At the same time, the title points to a missed opportunity. Quickly in the introduction, Zuckerberg announces that she will “focus primarily on the gender politics rather than the racial politics of Red Pill communities.” (15) Red Pill men, she writes, share across their other differences an unwavering misogyny, while their views on race are too fragmented to be captured by the book’s analysis. In other words, she made this choice for clarity’s sake, but any clarity it produces is an illusion. Not only do gender and race consistently work together to produce political effects in general, they obviously work together in the Red Pill community specifically. Zuckerberg’s subjects have a robust concept of whiteness; her own work in the meat of the book reveals that race informs the Red Pill view of what these men call “the cultural narrative” (12, 63-64). Anti-Black, anti-Jewish, and anti-Muslim stereotypes are the foundation of much of their sense of superiority (40-42). What is more, their readings of the classics (37, 79-81), their evaluations of women’s worth (122, 131), and their arguments about women’s agency (174-179) all depend on commitments to white supremacy. Despite Zuckerberg’s intention to focus primarily on gender, race is very obviously important to the work this book aims to do. As I read, I found myself wishing that she had turned her high-powered lens of analysis onto the full complexity of her subject matter: the authority gained by appealing to “dead white men” and how it is deployed in reality.

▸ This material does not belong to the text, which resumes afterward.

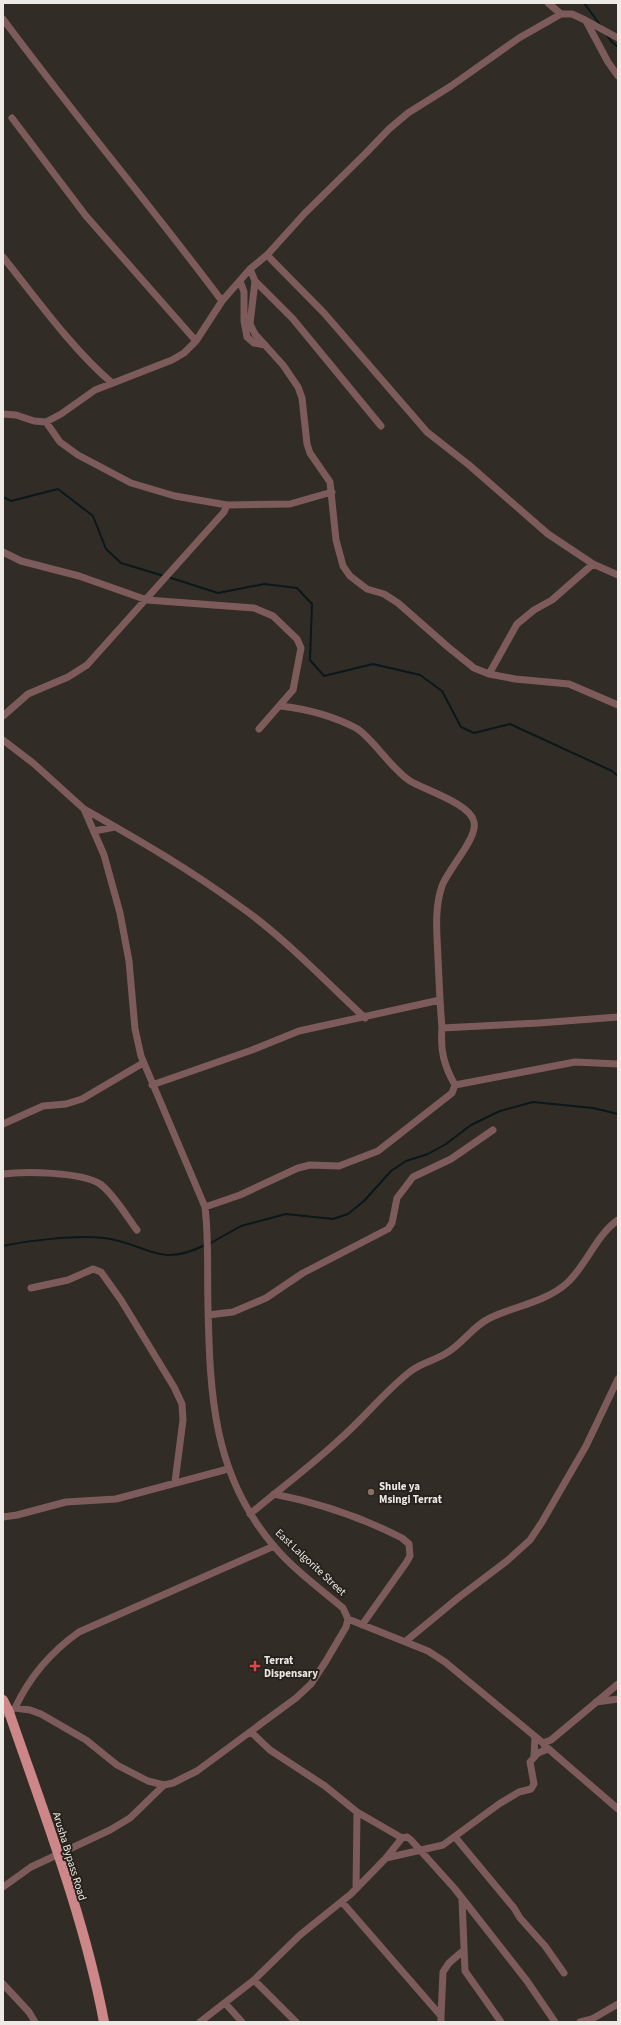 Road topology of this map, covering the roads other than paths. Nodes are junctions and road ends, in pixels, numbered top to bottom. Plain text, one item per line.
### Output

My disappointment in this aspect of the book should not should not discourage readers from taking it up. The difficult truth is that misogynist and racist groups do find authority in the classics, in part because as a library, “the classics” were compiled by people who saw men as agents, who conjured whiteness from the history of Rome and Greece, and who used the study of both to reinscribe it in generations of students. Part of the easy case for “the classics” that we depend on for our current esteem in the field includes that there seems to be no need to study this process of transmission and creation of knowledge in the discipline. The ethics of reading and scholarship—issues at the fore of so many other humanistic disciplines—are already decided when one starts, even before one starts. But, as Not All Dead White Men warns, the views Zuckerberg explores do not arise solely from the folly of misappropriating amateurs. They are latent in the field as we created it, and thus are available to readers, whoever they may be. The book holds up a mirror to classicists, to show us how our work—our choices, our curation— is germane to the goals of groups I hope most of us would disavow.